Na carta, o cardeal vigário demonstra ainda o reconhecimento pelo “testemunho de paternidade e de proximidade” em relação aos sacerdotes e ao povo de Deus neste “tempo difícil de pandemia. Encontramos grande conforto e suporte em poder rezar com o senhor e em escutá-lo na missa diária e nas catequeses semanais”, continua o texto. As palavras e os gestos do Papa Francisco, de fato, sublinha ainda o purpurado, “se propagaram no mundo inteiro, transmitindo esperança e confiança inclusive a tantos descrentes”, apesar “do silêncio ensurdecedor das nossas ruas e das nossas praças”.

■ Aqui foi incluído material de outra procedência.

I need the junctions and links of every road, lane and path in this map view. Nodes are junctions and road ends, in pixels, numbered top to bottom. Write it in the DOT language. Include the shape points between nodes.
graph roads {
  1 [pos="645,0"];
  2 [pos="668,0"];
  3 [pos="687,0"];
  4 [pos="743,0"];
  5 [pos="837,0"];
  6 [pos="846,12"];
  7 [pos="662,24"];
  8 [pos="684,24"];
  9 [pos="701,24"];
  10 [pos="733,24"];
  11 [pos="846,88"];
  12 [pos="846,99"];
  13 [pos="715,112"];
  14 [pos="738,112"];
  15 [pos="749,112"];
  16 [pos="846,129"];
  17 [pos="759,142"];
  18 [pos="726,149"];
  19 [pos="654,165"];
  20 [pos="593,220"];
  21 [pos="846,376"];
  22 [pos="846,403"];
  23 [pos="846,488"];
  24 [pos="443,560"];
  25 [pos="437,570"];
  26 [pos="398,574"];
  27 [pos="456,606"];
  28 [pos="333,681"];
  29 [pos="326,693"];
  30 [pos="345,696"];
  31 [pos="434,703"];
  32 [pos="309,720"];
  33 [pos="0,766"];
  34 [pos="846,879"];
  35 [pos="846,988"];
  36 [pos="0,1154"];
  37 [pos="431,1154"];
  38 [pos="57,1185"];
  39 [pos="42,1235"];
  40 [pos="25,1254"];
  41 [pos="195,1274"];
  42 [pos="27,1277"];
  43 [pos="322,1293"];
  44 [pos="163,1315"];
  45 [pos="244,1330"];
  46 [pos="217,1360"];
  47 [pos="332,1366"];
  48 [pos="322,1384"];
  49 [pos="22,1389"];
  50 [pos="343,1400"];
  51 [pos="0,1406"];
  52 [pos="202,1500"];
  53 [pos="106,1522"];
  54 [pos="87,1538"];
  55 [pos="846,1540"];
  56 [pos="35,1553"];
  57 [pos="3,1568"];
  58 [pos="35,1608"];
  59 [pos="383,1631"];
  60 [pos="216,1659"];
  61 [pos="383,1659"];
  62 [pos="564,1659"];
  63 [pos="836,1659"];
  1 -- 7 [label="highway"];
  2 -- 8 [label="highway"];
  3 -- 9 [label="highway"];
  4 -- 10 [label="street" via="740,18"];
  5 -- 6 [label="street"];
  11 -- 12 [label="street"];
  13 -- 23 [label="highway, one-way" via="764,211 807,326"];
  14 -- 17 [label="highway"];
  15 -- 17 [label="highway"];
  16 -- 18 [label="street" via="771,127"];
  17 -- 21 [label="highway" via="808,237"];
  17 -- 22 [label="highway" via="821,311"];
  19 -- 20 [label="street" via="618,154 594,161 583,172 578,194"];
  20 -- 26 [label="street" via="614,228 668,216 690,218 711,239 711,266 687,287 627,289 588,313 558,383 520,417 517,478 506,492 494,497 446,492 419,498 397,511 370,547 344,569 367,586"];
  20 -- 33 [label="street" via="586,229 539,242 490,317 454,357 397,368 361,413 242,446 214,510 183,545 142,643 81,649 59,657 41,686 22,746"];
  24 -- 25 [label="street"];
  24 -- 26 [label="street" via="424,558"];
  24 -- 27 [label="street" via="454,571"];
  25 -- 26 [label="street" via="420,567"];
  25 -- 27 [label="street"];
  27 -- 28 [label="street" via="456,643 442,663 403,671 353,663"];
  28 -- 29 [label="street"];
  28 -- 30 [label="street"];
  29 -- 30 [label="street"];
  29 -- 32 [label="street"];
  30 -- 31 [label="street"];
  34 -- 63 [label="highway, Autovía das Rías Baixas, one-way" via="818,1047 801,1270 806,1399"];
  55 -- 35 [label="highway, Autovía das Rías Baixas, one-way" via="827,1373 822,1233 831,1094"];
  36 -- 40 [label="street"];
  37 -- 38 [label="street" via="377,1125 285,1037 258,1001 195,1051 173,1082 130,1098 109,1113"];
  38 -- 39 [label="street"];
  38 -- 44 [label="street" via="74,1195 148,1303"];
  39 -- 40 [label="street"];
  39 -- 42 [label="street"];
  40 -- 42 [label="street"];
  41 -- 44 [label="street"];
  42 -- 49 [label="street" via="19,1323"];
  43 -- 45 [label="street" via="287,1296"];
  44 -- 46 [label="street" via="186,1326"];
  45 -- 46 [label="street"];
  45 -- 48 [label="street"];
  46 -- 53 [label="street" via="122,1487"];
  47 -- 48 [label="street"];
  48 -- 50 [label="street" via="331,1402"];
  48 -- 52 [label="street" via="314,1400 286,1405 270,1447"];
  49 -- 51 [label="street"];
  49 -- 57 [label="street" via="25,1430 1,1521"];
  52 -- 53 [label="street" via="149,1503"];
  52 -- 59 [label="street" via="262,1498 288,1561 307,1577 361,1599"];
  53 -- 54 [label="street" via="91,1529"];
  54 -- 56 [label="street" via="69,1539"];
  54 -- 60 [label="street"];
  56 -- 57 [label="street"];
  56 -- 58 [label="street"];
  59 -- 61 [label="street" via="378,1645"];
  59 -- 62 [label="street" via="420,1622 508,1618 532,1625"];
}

O cardeal escreve ainda que “o guia paterno e encorajador do Sucessor de Pedro nos confirmou na fé em um momento de desorientação”. Também por isso, a gratidão ao Papa por ter acolhido os desabafos e os pedidos dos presbíteros, apresentando-os ao Senhor. O empenho do clero da diocese de Roma continua sendo aquele de se deixar “plasmar e moderar no coração com a mansidão e a compaixão, com a humildade e a generosidade da resistência ativa, solidária, paciente e corajosa, que não fica indiferente, mas desmente e desmascara todo ceticismo e fatalismo”. O purpurado, então, conclui assim a carta: 

“Obrigado, Santidade, porque nos convida a olhar para o futuro com aquela confiança que nasce do olhar de fé.”